WORK INSTRUCTIONS: Report, in full, each line of the material below in which the string "meet" occurs.

DATA SUPPLIED:

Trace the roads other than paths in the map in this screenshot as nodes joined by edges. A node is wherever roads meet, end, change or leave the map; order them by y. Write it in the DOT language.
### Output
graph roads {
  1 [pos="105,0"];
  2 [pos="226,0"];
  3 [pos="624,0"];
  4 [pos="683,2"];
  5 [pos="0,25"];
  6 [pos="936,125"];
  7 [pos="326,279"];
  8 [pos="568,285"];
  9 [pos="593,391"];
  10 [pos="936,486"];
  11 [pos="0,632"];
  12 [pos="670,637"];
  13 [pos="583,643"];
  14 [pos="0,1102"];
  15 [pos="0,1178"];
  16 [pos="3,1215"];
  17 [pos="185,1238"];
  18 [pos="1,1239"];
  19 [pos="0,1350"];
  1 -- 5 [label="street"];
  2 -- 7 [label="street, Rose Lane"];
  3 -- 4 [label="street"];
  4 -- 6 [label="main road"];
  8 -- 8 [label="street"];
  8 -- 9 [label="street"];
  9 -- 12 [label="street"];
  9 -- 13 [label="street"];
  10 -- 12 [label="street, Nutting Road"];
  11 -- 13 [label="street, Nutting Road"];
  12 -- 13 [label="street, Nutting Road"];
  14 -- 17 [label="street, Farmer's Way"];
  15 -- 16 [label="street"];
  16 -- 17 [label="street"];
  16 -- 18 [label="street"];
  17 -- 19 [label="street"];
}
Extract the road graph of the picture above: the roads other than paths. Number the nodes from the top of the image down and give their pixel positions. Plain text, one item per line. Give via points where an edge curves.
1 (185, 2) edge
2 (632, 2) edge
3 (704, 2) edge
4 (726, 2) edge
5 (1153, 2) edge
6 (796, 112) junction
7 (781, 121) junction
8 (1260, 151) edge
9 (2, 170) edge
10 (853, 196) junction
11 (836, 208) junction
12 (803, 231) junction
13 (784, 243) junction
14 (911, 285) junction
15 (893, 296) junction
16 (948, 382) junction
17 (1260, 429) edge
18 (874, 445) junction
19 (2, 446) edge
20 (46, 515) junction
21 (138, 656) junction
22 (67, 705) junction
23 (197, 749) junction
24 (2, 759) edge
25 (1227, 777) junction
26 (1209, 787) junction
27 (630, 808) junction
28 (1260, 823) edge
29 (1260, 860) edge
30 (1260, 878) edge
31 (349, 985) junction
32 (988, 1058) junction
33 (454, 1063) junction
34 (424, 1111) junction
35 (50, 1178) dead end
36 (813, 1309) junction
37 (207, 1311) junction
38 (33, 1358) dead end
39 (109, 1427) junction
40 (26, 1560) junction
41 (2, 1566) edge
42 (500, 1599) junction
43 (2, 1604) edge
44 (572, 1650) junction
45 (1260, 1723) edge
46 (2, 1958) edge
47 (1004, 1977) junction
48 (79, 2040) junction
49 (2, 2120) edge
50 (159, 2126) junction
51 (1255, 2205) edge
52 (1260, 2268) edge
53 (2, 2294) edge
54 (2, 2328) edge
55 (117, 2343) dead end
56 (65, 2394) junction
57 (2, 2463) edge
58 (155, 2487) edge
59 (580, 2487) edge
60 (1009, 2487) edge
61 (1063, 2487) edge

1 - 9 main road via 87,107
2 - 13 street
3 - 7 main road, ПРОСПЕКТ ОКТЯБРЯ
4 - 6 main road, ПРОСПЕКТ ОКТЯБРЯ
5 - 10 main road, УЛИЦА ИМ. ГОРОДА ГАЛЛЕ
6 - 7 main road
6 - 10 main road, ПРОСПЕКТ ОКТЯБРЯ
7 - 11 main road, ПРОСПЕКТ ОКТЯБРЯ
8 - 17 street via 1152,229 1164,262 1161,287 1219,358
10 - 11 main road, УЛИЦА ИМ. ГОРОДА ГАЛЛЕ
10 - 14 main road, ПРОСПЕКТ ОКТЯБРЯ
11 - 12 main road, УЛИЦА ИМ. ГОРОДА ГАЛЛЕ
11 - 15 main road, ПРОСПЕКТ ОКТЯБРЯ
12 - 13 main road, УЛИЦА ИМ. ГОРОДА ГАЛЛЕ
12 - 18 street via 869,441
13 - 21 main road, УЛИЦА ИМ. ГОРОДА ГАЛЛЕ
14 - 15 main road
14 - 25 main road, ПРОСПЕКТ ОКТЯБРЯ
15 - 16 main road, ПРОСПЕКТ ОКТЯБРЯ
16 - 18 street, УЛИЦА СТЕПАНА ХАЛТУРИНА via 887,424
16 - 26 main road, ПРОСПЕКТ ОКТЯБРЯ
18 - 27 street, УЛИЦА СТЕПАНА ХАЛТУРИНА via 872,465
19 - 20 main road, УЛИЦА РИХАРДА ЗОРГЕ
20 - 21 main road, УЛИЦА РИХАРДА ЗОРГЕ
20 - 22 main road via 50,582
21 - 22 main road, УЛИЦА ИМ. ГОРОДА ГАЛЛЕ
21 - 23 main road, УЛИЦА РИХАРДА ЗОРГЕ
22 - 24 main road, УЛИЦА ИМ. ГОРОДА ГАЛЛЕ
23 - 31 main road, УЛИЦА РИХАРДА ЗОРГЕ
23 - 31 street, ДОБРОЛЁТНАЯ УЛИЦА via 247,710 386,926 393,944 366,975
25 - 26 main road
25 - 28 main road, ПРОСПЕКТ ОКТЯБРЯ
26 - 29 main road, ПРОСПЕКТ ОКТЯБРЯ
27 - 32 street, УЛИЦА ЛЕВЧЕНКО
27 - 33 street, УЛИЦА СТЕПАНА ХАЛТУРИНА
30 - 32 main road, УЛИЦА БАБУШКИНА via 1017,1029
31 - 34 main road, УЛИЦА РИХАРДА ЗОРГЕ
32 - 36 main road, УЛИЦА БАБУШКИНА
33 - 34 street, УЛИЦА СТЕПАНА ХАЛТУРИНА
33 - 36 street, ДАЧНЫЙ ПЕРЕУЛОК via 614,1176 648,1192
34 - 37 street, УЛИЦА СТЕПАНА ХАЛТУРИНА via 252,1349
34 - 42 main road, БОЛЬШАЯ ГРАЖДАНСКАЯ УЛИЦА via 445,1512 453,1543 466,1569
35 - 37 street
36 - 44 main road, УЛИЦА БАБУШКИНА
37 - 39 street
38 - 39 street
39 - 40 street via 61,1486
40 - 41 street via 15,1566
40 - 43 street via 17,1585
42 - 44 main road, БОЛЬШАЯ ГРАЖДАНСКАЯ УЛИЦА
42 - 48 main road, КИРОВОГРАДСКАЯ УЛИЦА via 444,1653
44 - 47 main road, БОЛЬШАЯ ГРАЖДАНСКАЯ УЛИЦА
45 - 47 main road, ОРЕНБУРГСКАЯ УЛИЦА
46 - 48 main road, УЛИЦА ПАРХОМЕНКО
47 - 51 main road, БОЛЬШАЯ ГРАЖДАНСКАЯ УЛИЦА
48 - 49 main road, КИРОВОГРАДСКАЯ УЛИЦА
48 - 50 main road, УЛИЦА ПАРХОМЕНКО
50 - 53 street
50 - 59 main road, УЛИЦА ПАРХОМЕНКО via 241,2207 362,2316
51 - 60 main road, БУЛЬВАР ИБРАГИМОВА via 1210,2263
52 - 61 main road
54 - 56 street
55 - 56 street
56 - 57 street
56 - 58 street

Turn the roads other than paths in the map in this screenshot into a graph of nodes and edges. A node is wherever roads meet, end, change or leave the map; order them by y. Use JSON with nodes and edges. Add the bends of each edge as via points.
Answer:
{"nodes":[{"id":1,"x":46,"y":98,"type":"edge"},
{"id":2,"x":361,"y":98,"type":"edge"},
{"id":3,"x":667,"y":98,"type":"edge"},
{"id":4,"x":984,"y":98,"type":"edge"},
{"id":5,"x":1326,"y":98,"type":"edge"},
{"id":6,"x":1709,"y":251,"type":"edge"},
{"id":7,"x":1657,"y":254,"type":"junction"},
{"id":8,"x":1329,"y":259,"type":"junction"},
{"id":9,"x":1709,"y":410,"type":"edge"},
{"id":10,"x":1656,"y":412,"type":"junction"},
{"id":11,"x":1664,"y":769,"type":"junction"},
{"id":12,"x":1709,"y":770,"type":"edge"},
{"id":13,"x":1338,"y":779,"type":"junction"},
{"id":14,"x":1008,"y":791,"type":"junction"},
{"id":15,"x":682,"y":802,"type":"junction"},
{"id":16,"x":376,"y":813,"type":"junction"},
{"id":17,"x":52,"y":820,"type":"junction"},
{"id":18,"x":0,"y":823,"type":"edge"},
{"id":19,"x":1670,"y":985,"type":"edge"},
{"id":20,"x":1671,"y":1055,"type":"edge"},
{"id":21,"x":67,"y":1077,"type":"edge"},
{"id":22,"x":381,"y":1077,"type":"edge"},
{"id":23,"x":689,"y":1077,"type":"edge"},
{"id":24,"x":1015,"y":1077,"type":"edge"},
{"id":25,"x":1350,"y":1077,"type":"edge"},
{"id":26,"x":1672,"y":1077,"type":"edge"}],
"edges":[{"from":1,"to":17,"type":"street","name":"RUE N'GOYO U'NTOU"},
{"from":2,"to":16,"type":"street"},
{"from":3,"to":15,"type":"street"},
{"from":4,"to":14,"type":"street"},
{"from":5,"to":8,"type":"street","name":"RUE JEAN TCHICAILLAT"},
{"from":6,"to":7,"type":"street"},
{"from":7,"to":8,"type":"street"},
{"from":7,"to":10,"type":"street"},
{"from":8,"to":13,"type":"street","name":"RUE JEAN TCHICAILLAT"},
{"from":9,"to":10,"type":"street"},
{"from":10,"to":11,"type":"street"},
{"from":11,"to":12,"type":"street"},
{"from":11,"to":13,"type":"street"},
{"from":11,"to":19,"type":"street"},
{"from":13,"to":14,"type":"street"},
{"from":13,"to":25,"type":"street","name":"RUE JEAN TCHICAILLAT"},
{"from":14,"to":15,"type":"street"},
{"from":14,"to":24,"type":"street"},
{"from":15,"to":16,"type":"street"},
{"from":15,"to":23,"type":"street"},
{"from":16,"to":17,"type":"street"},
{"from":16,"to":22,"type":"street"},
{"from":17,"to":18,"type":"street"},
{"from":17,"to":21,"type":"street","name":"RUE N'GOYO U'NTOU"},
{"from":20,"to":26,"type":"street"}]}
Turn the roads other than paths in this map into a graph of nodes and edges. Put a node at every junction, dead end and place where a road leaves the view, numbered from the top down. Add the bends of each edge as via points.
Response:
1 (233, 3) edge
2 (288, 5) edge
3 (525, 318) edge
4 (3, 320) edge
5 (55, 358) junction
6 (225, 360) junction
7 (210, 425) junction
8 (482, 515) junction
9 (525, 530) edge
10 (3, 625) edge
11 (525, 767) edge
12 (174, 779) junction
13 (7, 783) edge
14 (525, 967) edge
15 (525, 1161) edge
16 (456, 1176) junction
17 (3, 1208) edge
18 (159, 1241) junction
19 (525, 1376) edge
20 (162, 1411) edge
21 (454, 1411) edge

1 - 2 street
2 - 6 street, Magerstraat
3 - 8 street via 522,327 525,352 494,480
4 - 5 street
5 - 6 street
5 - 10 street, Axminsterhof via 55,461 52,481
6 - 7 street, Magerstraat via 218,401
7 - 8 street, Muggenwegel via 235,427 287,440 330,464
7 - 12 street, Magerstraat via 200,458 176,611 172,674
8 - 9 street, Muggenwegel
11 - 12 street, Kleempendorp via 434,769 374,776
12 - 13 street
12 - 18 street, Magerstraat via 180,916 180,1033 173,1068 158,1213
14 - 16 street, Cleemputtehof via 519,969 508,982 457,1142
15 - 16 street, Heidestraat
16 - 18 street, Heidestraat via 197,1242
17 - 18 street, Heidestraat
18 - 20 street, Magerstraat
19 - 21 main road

WRITTEN ANSWER:
Trace the roads other than paths in the map in this screenshot as nodes joined by edges. A node is wherever roads meet, end, change or leave the map; order them by y. Write it in the DOT language.
Turn the roads other than paths in the map in this screenshot into a graph of nodes and edges. A node is wherever roads meet, end, change or leave the map; order them by y. Use JSON with nodes and edges. Add the bends of each edge as via points.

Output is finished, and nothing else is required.